A second difference has to do conjunction elimination. The process whereby the irrelevant conjunct is eliminated in favor of the relevant one is clearly more costly in the test than in the training trials. In the training trials, only one of the two conjuncts is a disjunction, the other is not: [A&[BvC]]. Since in the training trials, the irrelevant conjunct is a disjunction, but the relevant conjunct is not, it is relatively easy to select which conjunct should be eliminated. But in the test trials, both conjuncts of the initial conjunction are disjunctions: [[AvB]&[CvD]]. So it is not as easy to select which conjunct to eliminate. In the test trials, only after the second experimenter has shown participants that one of the cups from the first pair [AvB] is empty, can participants infer the location of one of the stickers using the disjunctive syllogism. Only then can they select which conjunct is suitable for elimination. In the training trials, the disjunctive syllogism is not required at all in order to apply conjunction elimination to the relevant conjunct. But in the test trials, it is necessary to use the disjunctive syllogism in order to apply conjunction elimination to the relevant conjunct. All of this may explain why if 2,5-year-olds are using deductive reasoning, they are above chance in the training trials and at chance in the test trials.

Concluding remarks

Although she agrees that the results of Mody and Carey’s second study alone do not establish that 2,5-year-olds lack the general logical concepts necessary for performing the disjunctive syllogism, Susan Carey has further argued in personal conversation that “these failures converge with other hints in the literature seeking evidence that babies or animals update the probabilities of an object in B upon learning that there is no object in A, which also fail to find that evidence in non-human primates or 2-year-olds, suggesting that success on the cups task provides no evidence for working through a disjunctive syllogism.” Neither is success in the cups task sufficient to show that 2-year-olds can deductively reason in accordance with the disjunctive syllogism, nor is failure in the training trials sufficient to show that 2,5-year-olds can’t.
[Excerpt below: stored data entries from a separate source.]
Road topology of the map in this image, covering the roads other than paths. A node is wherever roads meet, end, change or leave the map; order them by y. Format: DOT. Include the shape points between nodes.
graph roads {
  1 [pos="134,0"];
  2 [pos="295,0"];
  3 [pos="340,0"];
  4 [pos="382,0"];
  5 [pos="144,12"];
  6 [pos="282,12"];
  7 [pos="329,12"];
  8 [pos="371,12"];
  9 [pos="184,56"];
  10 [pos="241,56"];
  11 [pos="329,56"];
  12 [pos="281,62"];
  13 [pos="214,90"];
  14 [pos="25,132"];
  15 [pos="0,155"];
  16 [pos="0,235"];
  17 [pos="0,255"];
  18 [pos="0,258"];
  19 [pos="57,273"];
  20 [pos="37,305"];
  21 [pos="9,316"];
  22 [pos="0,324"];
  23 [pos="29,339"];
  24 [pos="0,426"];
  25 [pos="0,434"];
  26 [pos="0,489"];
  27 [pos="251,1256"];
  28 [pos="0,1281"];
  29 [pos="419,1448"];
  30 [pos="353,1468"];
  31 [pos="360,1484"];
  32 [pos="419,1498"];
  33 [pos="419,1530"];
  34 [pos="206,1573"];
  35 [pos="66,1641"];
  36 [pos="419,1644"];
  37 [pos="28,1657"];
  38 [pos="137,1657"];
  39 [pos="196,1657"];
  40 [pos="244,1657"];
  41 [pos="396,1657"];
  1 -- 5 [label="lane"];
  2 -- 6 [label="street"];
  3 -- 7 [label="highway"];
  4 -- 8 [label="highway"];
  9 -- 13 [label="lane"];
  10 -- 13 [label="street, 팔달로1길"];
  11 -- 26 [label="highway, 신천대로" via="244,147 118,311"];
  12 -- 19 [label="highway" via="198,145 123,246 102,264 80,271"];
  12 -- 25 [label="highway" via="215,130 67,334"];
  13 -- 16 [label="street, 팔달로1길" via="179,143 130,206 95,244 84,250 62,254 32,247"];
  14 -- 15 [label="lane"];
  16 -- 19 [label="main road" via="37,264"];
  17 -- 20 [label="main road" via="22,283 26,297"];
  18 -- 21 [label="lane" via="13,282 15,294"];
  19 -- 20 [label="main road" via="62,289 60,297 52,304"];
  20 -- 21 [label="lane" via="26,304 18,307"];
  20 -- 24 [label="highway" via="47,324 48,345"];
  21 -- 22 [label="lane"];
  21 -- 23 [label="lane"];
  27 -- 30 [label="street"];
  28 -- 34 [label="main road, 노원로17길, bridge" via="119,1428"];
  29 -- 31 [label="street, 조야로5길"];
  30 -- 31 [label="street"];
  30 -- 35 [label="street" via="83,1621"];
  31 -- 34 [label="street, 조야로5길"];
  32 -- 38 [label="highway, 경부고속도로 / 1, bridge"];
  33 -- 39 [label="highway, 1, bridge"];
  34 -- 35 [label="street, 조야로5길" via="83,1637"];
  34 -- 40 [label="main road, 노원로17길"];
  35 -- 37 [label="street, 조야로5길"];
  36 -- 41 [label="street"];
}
Clearly the fundamental questions raised by the broad disagreement between Carey and Fodor run deep and there is room for much further experimental and conceptual investigation. Suppose that further negative evidence confirms that preverbal infants fail tasks suitable to establish that they can reason in accordance with the disjunctive syllogism. One tempting thought might be to extend Carey’s strategy from the case of numerical cognition to the case of logical concepts. May be human children bootstrap their way towards general logical concepts by recruiting their understanding of placeholders from natural languages (e.g. “not,” “or,” and “and” in English). But if so, then Fodorian skepticism is likely to rear its head again: how could the interpretation stage of the linguistic placeholders work in accordance with the requirement that the conceptual output be entirely novel? How could children learn the meanings of the English words for negation, disjunction and conjunction unless they antecedently possessed the relevant logical concepts?


References

Block, N. (1986) Advertisement for a semantics for psychology. Midwest Studies in Philosophy, 10, 615-178.
Carey, S. (2009) The Origin of Concepts, Oxford University Press.
Carey S. (2014) On learning new primitives in the Language of Thought: Reply to Rey. Mind and Language, 29, 133-166.
Fodor, J.A. (1975) The Language of Thought. Harvard University Press.
Mody, S. and Carey, S. (2016) The emergence of reasoning by the disjunctive syllogism in early childhood. Cognition, 154, 40–48.
Rey, G. (2014) Innate and learned: Carey, mad dog nativism, and the poverty of stimuli and analogies yet again. Mind and Language, 29, 109-132.